Renaud : Vous parliez donc de salles à Charleroi. Vous étiez à l’Eden le 2/02. Un grand moment pour vous de présenter votre album chez vous ?

 

Julien : C’était super parce que il y avait pas mal de gens, et surtout plein d’amis et la famille. On était vraiment chez nous. Ici (à Bruxelles), ça va être un autre délire. Ce sera différent mais c’est ça qui est chouette. L’Eden, c’était le seul endroit à Charleroi où on avait pas encore eu l’occasion de jouer. Il était temps qu’on le fasse.

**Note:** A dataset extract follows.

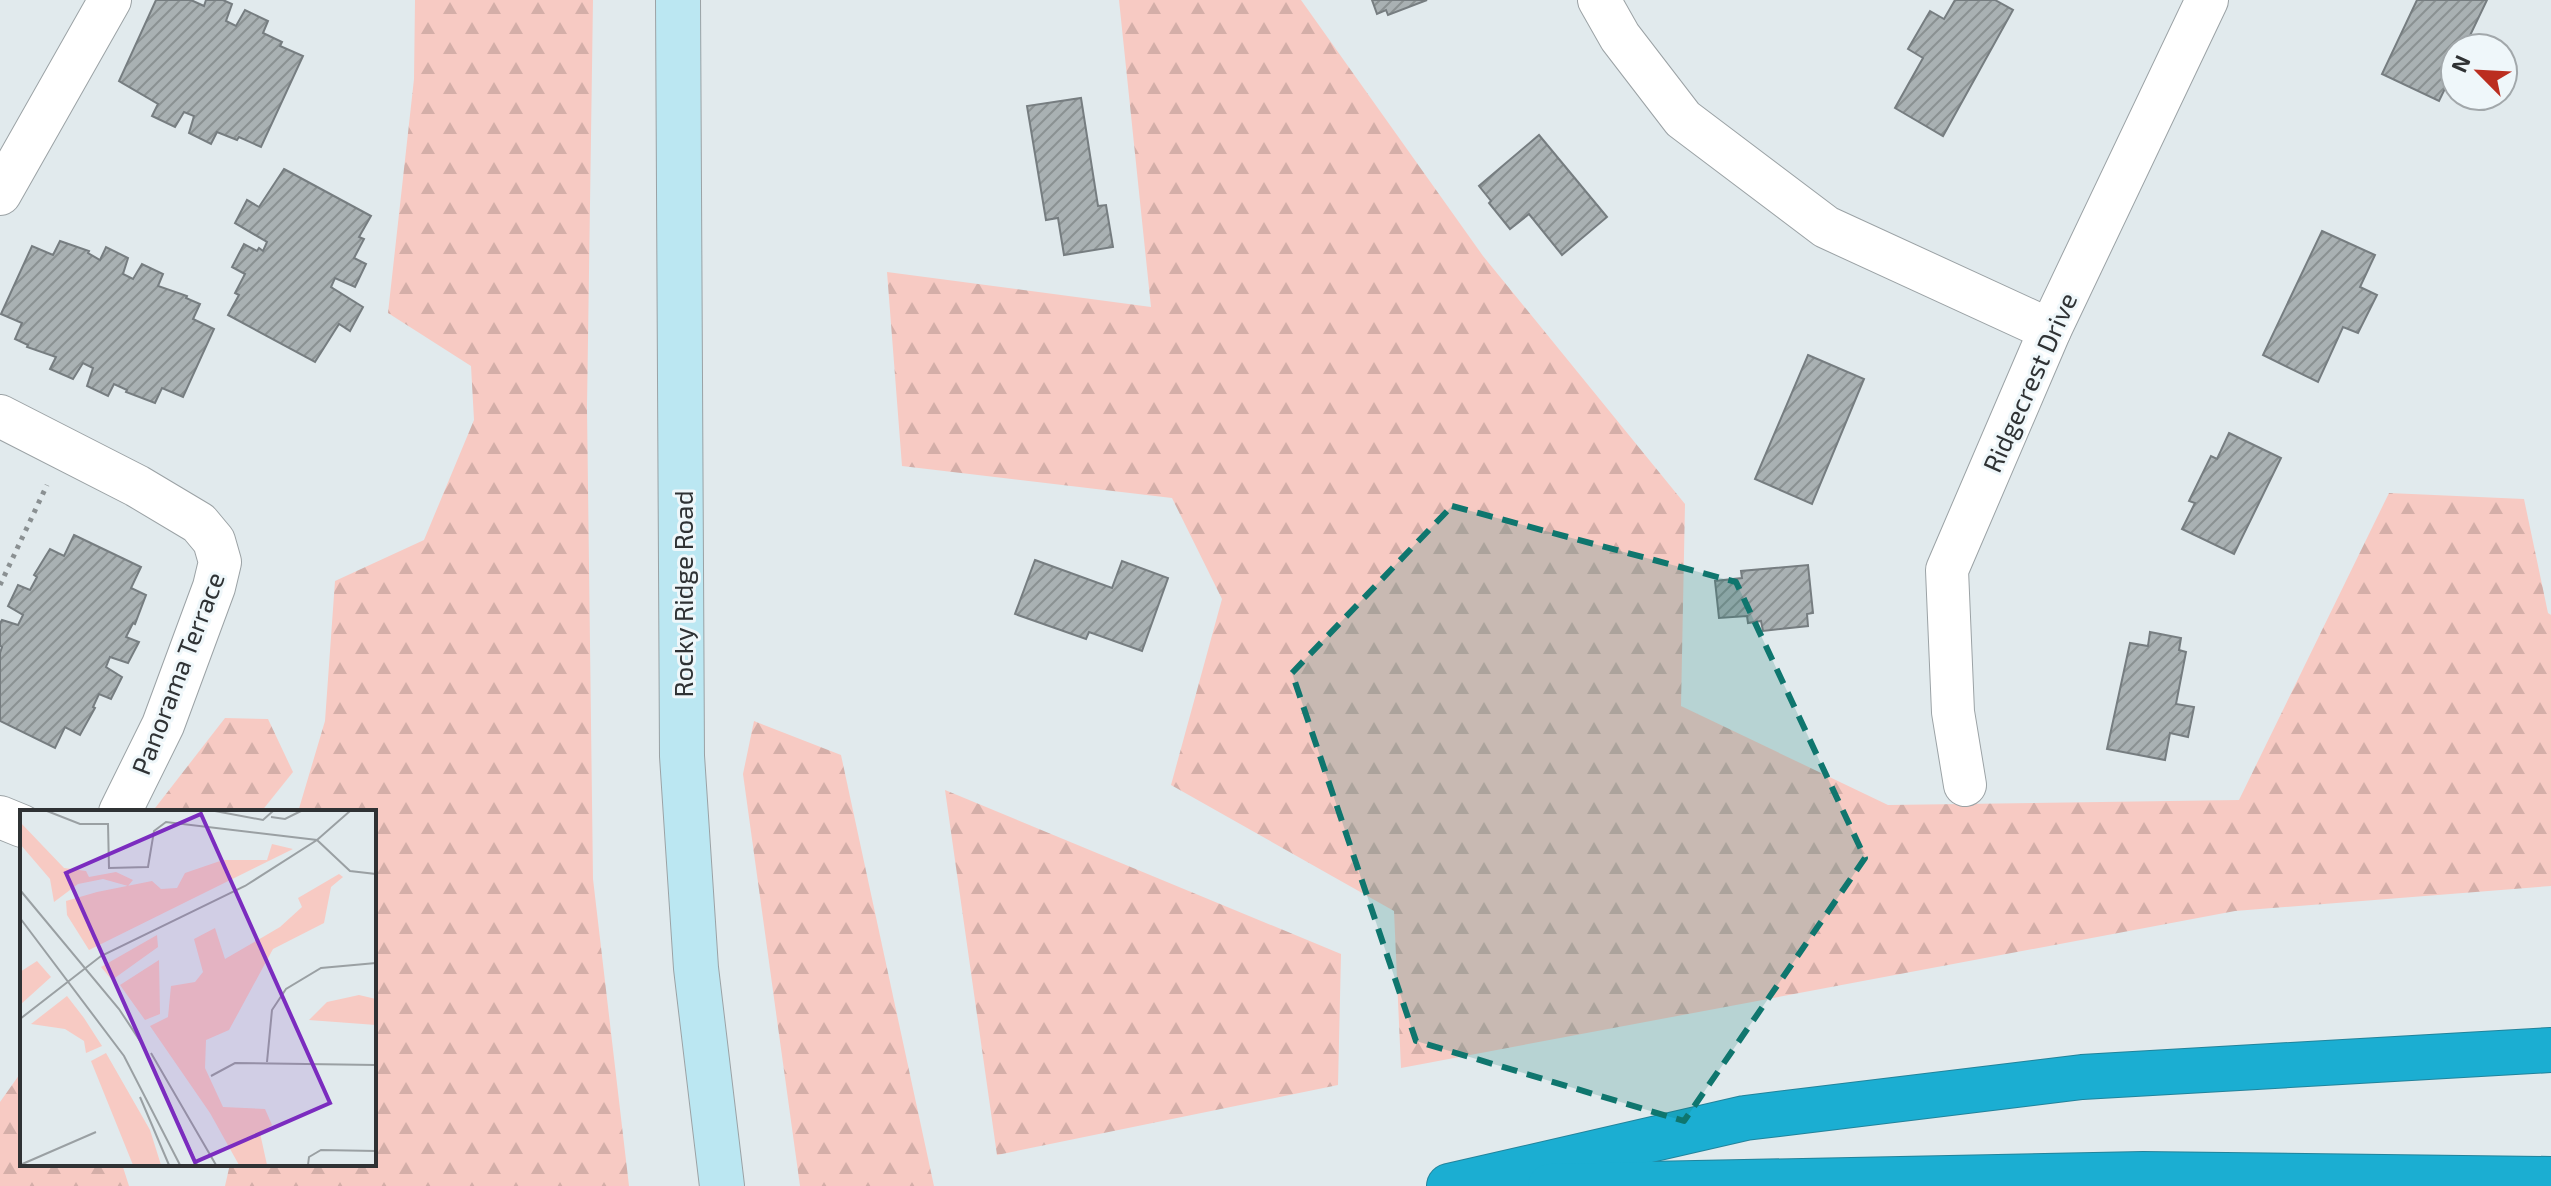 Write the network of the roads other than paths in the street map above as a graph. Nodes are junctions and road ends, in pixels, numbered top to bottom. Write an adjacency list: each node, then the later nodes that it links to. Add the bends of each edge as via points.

Antoine : Quand tu fais ta release party chez toi, à l’Eden, ça fait plaisir. On en rêvait depuis longtemps. On espère y rejouer dans un an, dans la grande salle qui sait (rires). En tout cas, c’est un cheminement. Y’a rien qui s’est fait d’un coup. Il y a quatre ans, on jouait au Vecteur qui est une salle beaucoup plus petite. Y’avait 50 personnes mais on était très contents. On était à fond, et on était à la place où on devait être finalement. 4 ans après, remplir l’Eden avec un album fraichement sorti, vendre des vinyles, ça nous a fait plaisir et c’était beau. Oui c’était vraiment beau.

Renaud : Vous avez fait quelques dates en Angleterre après un premier EP. Pour le futur, vous avez prévu de repartir à l’étranger ?

 

Julien : C’est clair qu’on aimerait bien retourner en Angleterre. C’était une super expérience ! On a des potes là-bas avec qui on a eu l’occasion de jouer. C’était super ! C’est un de nos rêves de faire une vraie tournée là-bas, je pense qu’on y retournera bientôt. On est en train d’y penser, clairement.

Antoine : De manière générale, ce dont on a envie après 2 ans de travail dans l’ombre, c’est de partager cette musique avec un maximum de gens (que ce soit en Angleterre, ici en Belgique, ou même en France). On espère voyager et communier avec un maximum de gens, c’est ça le but !

Ils seront de retour à Bruxelles le 5 Mai dans le cadre des Nuits Botanique.